On average, members of the "power-elite" have incomes that are 17 times higher than those of manufacturing sector workers, according to a new report by LO charting the salary developments of top-ranking managers in Sweden.

The study is based on a selection of around 200 "power positions" from different sectors of Swedish society, which LO breaks down into the economic, democratic, and bureaucratic "elite".

In the corporate sector or the "economic elite" it's common for managers' monthly salaries to be complimented with different forms of "soft bonuses", something which the union group examined more closely in the new report.

The benefits include the use of company care, private healthcare and domestic services.

"Housing benefits can also be found among top bosses, a well-known example of this was when Nordea bought a flat that cost more than 20 million kronor ($3 million) to be used by the bank's CEO," wrote Lundby-Wedin along with economists Jeanette Bergström and Torbjörn Hållö.

LO has examined the different types of benefits for the leaders of the 50 largest Swedish companies.

The results show that different types of "soft bonuses" exist at 44 of the 50 companies.

On average, CEOs at the companies with such "soft bonuses" received 200,000 kronor in benefits in 2010, although one CEO received 1.3 million kronor worth of benefits.

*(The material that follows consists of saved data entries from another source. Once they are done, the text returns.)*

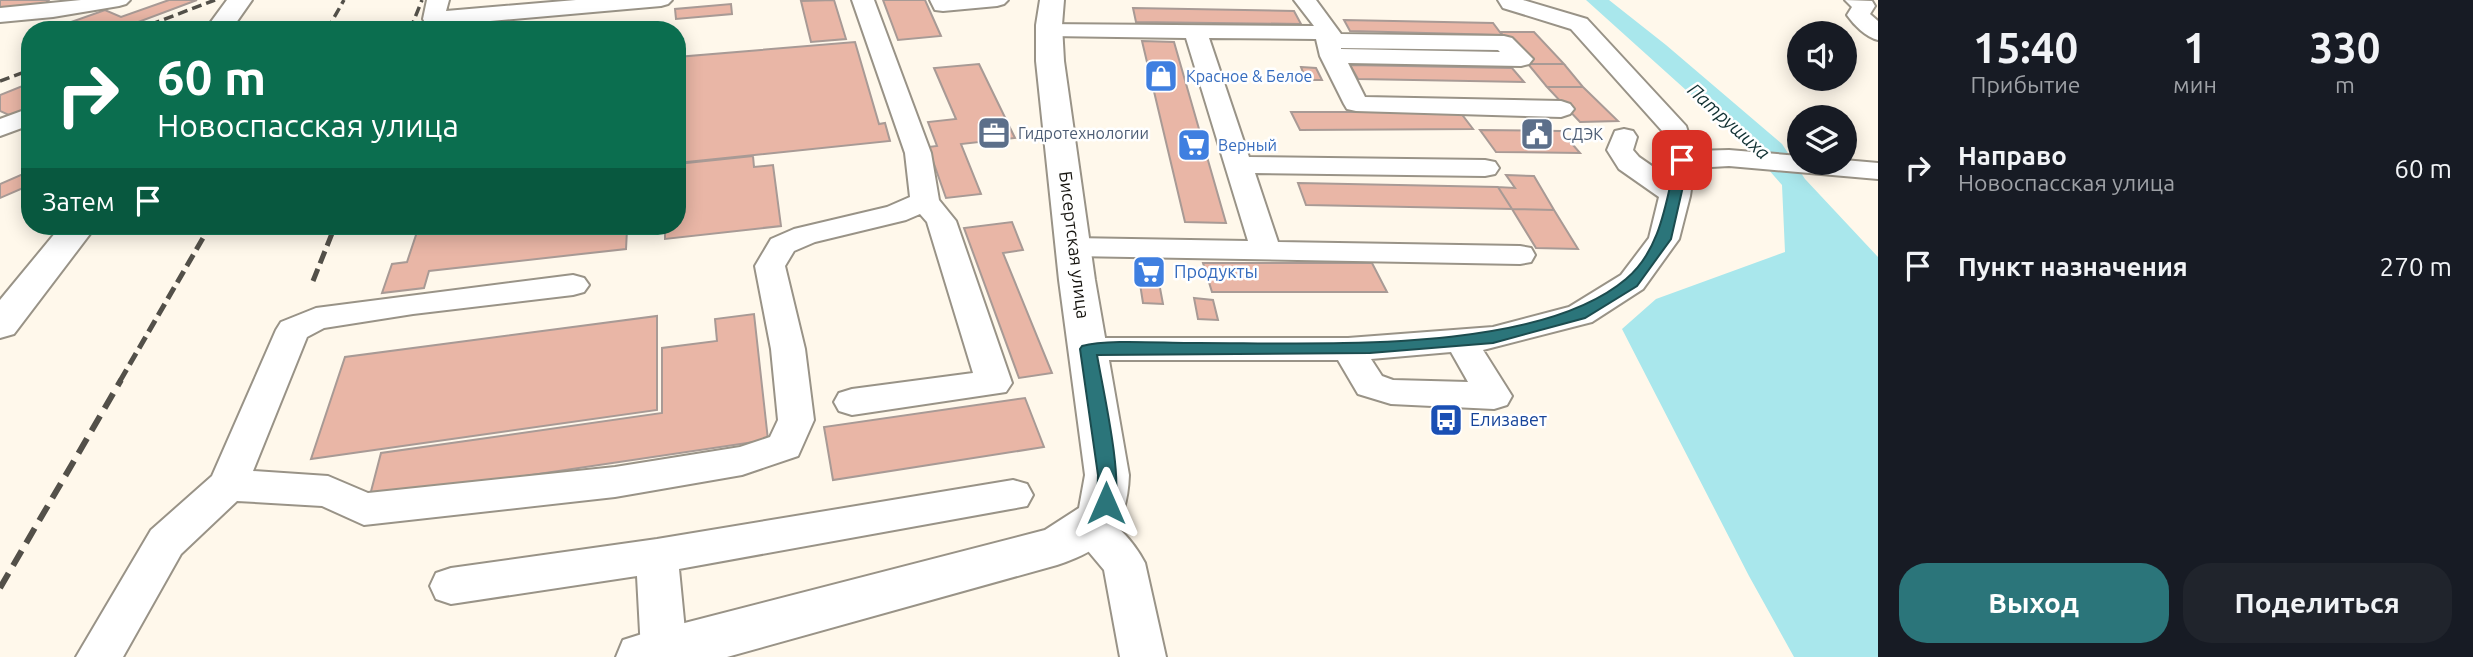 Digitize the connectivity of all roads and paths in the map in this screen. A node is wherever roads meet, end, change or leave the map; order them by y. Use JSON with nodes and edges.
{"nodes":[{"id":1,"x":119,"y":0,"type":"edge"},
{"id":2,"x":240,"y":0,"type":"edge"},
{"id":3,"x":438,"y":0,"type":"edge"},
{"id":4,"x":661,"y":0,"type":"edge"},
{"id":5,"x":863,"y":0,"type":"edge"},
{"id":6,"x":941,"y":0,"type":"edge"},
{"id":7,"x":997,"y":0,"type":"edge"},
{"id":8,"x":1305,"y":0,"type":"edge"},
{"id":9,"x":1509,"y":0,"type":"edge"},
{"id":10,"x":1856,"y":0,"type":"edge"},
{"id":11,"x":615,"y":1,"type":"edge"},
{"id":12,"x":0,"y":15,"type":"edge"},
{"id":13,"x":1051,"y":15,"type":"edge"},
{"id":14,"x":225,"y":21,"type":"edge"},
{"id":15,"x":1876,"y":30,"type":"edge"},
{"id":16,"x":1195,"y":31,"type":"junction"},
{"id":17,"x":1330,"y":43,"type":"junction"},
{"id":18,"x":1561,"y":109,"type":"dead end"},
{"id":19,"x":21,"y":120,"type":"edge"},
{"id":20,"x":0,"y":128,"type":"edge"},
{"id":21,"x":1624,"y":137,"type":"dead end"},
{"id":22,"x":1682,"y":160,"type":"junction"},
{"id":23,"x":1238,"y":165,"type":"junction"},
{"id":24,"x":1485,"y":168,"type":"dead end"},
{"id":25,"x":1878,"y":171,"type":"edge"},
{"id":26,"x":1676,"y":196,"type":"junction"},
{"id":27,"x":926,"y":201,"type":"junction"},
{"id":28,"x":72,"y":235,"type":"edge"},
{"id":29,"x":1073,"y":247,"type":"junction"},
{"id":30,"x":1266,"y":250,"type":"junction"},
{"id":31,"x":1520,"y":255,"type":"dead end"},
{"id":32,"x":573,"y":285,"type":"dead end"},
{"id":33,"x":0,"y":325,"type":"edge"},
{"id":34,"x":1461,"y":341,"type":"junction"},
{"id":35,"x":1088,"y":349,"type":"junction"},
{"id":36,"x":1348,"y":349,"type":"junction"},
{"id":37,"x":852,"y":402,"type":"dead end"},
{"id":38,"x":228,"y":485,"type":"junction"},
{"id":39,"x":1013,"y":495,"type":"dead end"},
{"id":40,"x":1093,"y":528,"type":"junction"},
{"id":41,"x":657,"y":556,"type":"junction"},
{"id":42,"x":452,"y":586,"type":"dead end"},
{"id":43,"x":653,"y":654,"type":"edge"},
{"id":44,"x":99,"y":657,"type":"edge"},
{"id":45,"x":1143,"y":657,"type":"edge"}],
"edges":[{"from":1,"to":12,"type":"street"},
{"from":2,"to":14,"type":"main road"},
{"from":3,"to":11,"type":"street"},
{"from":4,"to":11,"type":"street"},
{"from":5,"to":27,"type":"street"},
{"from":6,"to":7,"type":"street"},
{"from":8,"to":17,"type":"street"},
{"from":9,"to":22,"type":"street"},
{"from":10,"to":15,"type":"street"},
{"from":13,"to":16,"type":"street"},
{"from":13,"to":29,"type":"main road","name":"Бисертская улица"},
{"from":16,"to":17,"type":"street"},
{"from":16,"to":23,"type":"street"},
{"from":17,"to":17,"type":"street"},
{"from":17,"to":18,"type":"street"},
{"from":19,"to":20,"type":"street"},
{"from":21,"to":26,"type":"street"},
{"from":22,"to":25,"type":"street"},
{"from":22,"to":26,"type":"street"},
{"from":23,"to":24,"type":"street"},
{"from":23,"to":30,"type":"street"},
{"from":26,"to":34,"type":"street"},
{"from":27,"to":37,"type":"street"},
{"from":27,"to":38,"type":"street"},
{"from":28,"to":33,"type":"main road"},
{"from":29,"to":30,"type":"street"},
{"from":29,"to":35,"type":"main road","name":"Бисертская улица"},
{"from":30,"to":31,"type":"street"},
{"from":32,"to":38,"type":"street"},
{"from":34,"to":36,"type":"street"},
{"from":34,"to":36,"type":"street"},
{"from":35,"to":36,"type":"street"},
{"from":35,"to":40,"type":"main road","name":"Бисертская улица"},
{"from":38,"to":44,"type":"street"},
{"from":39,"to":41,"type":"street"},
{"from":40,"to":43,"type":"main road"},
{"from":40,"to":45,"type":"street"},
{"from":41,"to":42,"type":"street"},
{"from":41,"to":43,"type":"street"}]}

The union representatives point out as well that corporate managers' salaries have climbed at a higher pace than those of blue collar workers.

While the "economic elite" earned the equivalent of 26 manufacturing workers in 1950, by 2010, the 50 top managers included in the LO survey earned 46 times as much as labourer, on average.

"That's the equivalent of what a manufacturing earns during an entire working career," the union representatives wrote.